APL Materials (Dec 2023)
The electrocaloric effect of lead-free Ba1−yCayTi1−xHfxO3 from direct and indirect measurements
Abstract
We report on the dielectric and electrocaloric properties of Ba1−yCayTi1−xHfxO3 for compositions 0.12 < x < 0.18 and y = 0.06, as well as x = 0.15 and 0 < y < 0.15, synthesized by the conventional solid-state reaction method. The addition of Hf/Ca broadens the ferroelectric-paraelectric phase transition while moving it toward room temperature. Two interferroelectric transitions are seen to converge, together with the ferroelectric–paraelectric phase transition, at ∼335 K for 0.12 < xc < 0.135 and y = 0.06. Consistent with the dielectric properties, the electrocaloric effect maximizes closer to room temperature with increasing Hf/Ca substitutions, which promote larger temperature spans. The electrocaloric responsivity gradually decreases from 0.2 to 0.1 K mm kV−1 with the addition of Hf/Ca.
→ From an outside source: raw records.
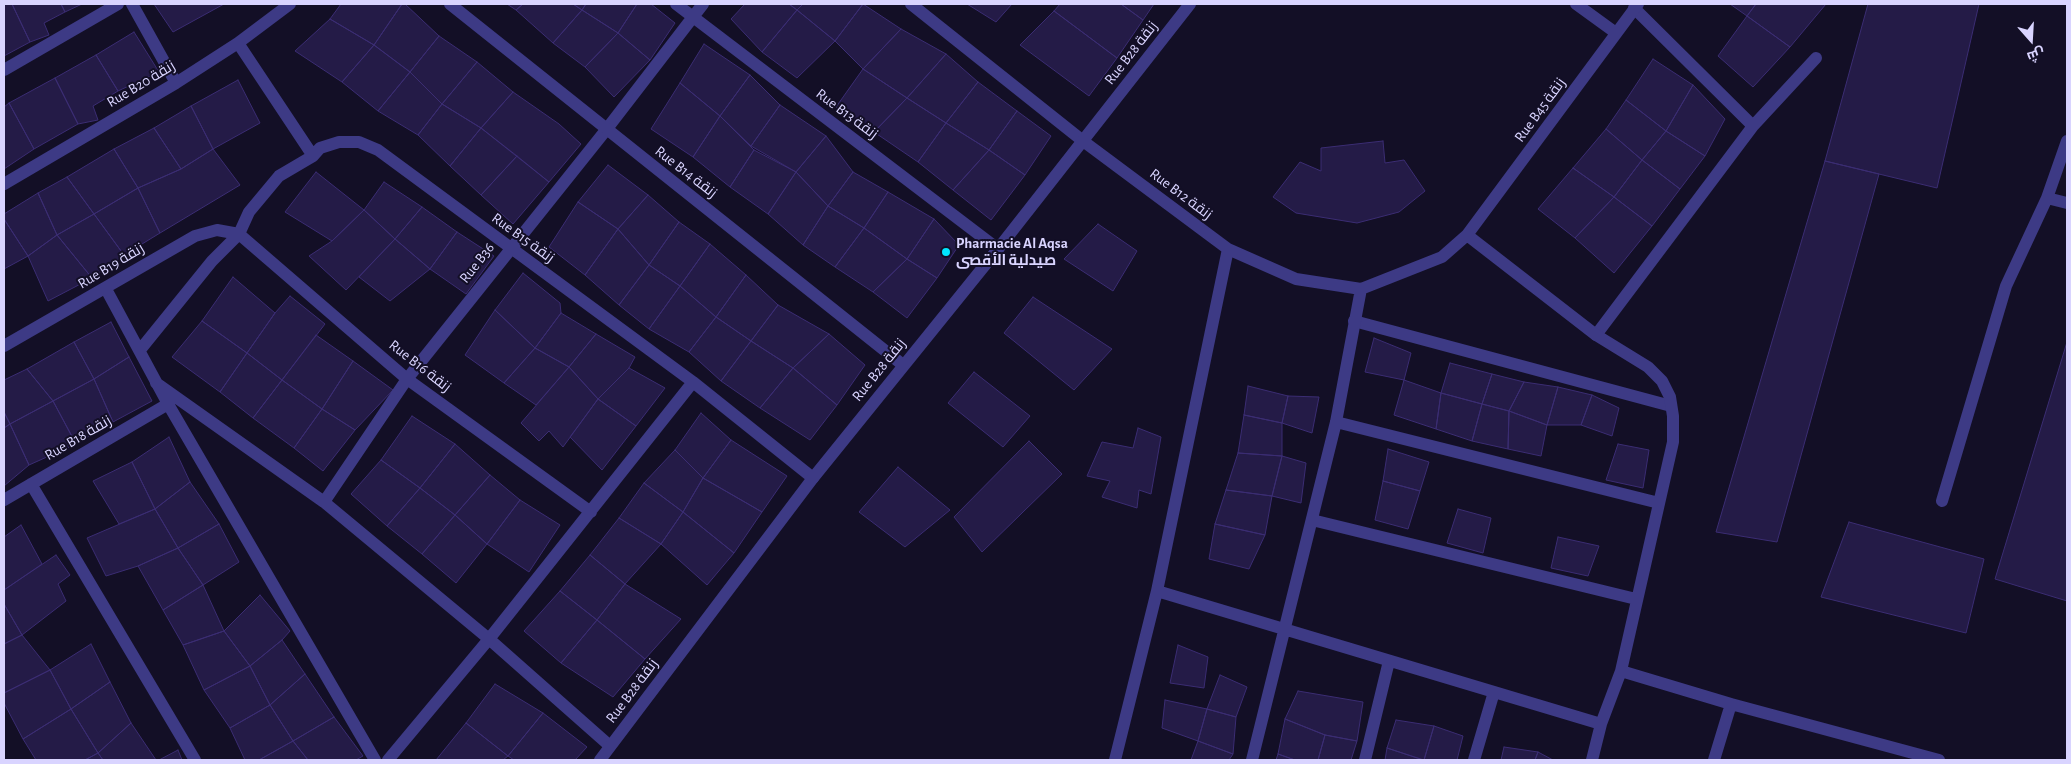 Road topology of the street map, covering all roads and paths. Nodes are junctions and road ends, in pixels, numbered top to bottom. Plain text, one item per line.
1 (118, 4) edge
2 (132, 4) edge
3 (290, 4) edge
4 (450, 4) edge
5 (676, 4) edge
6 (703, 4) edge
7 (911, 4) edge
8 (1190, 4) edge
9 (1576, 4) edge
10 (1636, 6) edge
11 (692, 17) junction
12 (1616, 33) junction
13 (238, 43) junction
14 (1816, 58) dead end
15 (4, 70) edge
16 (176, 83) junction
17 (1753, 126) junction
18 (606, 130) junction
19 (1083, 141) junction
20 (2067, 141) edge
21 (313, 156) junction
22 (4, 184) edge
23 (2047, 198) junction
24 (2067, 203) edge
25 (238, 234) junction
26 (1467, 235) junction
27 (510, 248) junction
28 (1228, 249) junction
29 (998, 250) junction
30 (106, 289) junction
31 (1361, 289) junction
32 (1354, 321) junction
33 (1596, 335) junction
34 (4, 346) edge
35 (140, 350) junction
36 (903, 365) junction
37 (407, 379) junction
38 (692, 382) junction
39 (156, 383) junction
40 (168, 404) junction
41 (1671, 406) junction
42 (1336, 422) junction
43 (813, 478) junction
44 (31, 484) junction
45 (4, 500) edge
46 (1942, 501) dead end
47 (324, 502) junction
48 (1659, 503) junction
49 (591, 512) junction
50 (1312, 520) junction
51 (1157, 591) junction
52 (1636, 599) junction
53 (1284, 629) junction
54 (490, 639) junction
55 (1389, 661) junction
56 (1620, 671) junction
57 (1494, 692) junction
58 (1731, 704) junction
59 (1602, 724) junction
60 (610, 746) junction
61 (195, 760) edge
62 (375, 760) edge
63 (388, 760) edge
64 (600, 760) edge
65 (1115, 760) edge
66 (1252, 760) edge
67 (1365, 760) edge
68 (1474, 760) edge
69 (1592, 760) edge
70 (1714, 760) edge
71 (1939, 760) edge

1 - 15 street
2 - 16 street
3 - 13 street, Rue B20 زنقة
4 - 18 street, Rue B14 زنقة
5 - 11 street, Rue B13 زنقة
6 - 11 street, Rue B36
7 - 19 street, Rue B12 زنقة
8 - 19 street, Rue B28 زنقة
9 - 12 street
10 - 12 street, Rue B45 زنقة
10 - 17 street
11 - 18 street, Rue B36
11 - 29 street, Rue B13 زنقة
12 - 26 street, Rue B45 زنقة
13 - 16 street, Rue B20 زنقة
13 - 21 street
14 - 17 street
16 - 22 street, Rue B20 زنقة
17 - 33 street
18 - 27 street, Rue B36
18 - 36 street, Rue B14 زنقة
19 - 28 street, Rue B12 زنقة
19 - 29 street, Rue B28 زنقة
20 - 23 street
21 - 25 street, Rue B15 زنقة
21 - 27 street, Rue B15 زنقة
23 - 24 street
23 - 46 street
25 - 30 street, Rue B19 زنقة
25 - 35 street, Rue B15 زنقة
25 - 37 street, Rue B16 زنقة
26 - 31 street
26 - 33 street
27 - 37 street, Rue B36
27 - 38 street, Rue B15 زنقة
28 - 31 street, Rue B12 زنقة
28 - 51 street
29 - 36 street, Rue B28 زنقة
30 - 34 street, Rue B19 زنقة
30 - 35 street
31 - 32 street
32 - 41 street
32 - 42 street
33 - 41 street
35 - 39 street
36 - 43 street, Rue B28 زنقة
37 - 47 street, Rue B36
37 - 49 street, Rue B16 زنقة
38 - 43 street, Rue B15 زنقة
38 - 49 street
39 - 40 street
39 - 47 street
40 - 44 street, Rue B18 زنقة
40 - 62 street
41 - 48 street
42 - 48 street
42 - 50 street
43 - 60 street, Rue B28 زنقة
44 - 45 street, Rue B18 زنقة
44 - 61 street
47 - 54 street
48 - 52 street
49 - 54 street
50 - 52 street
50 - 53 street
51 - 53 street
51 - 65 street
52 - 56 street
53 - 55 street
53 - 66 street
54 - 60 street
54 - 63 street
55 - 57 street
55 - 67 street
56 - 58 street
56 - 59 street
57 - 59 street
57 - 68 street
58 - 70 street
58 - 71 street
59 - 69 street
60 - 64 street, Rue B28 زنقة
A homemade quasi-adiabatic calorimeter is employed to measure “directly” the electrocaloric data, which are also calculated from polarization-versus-electric-field cycles using “indirect” standard procedures. The comparison between measured and calculated values highlights the importance of having access to direct methods for a reliable determination of the electrocaloric effect.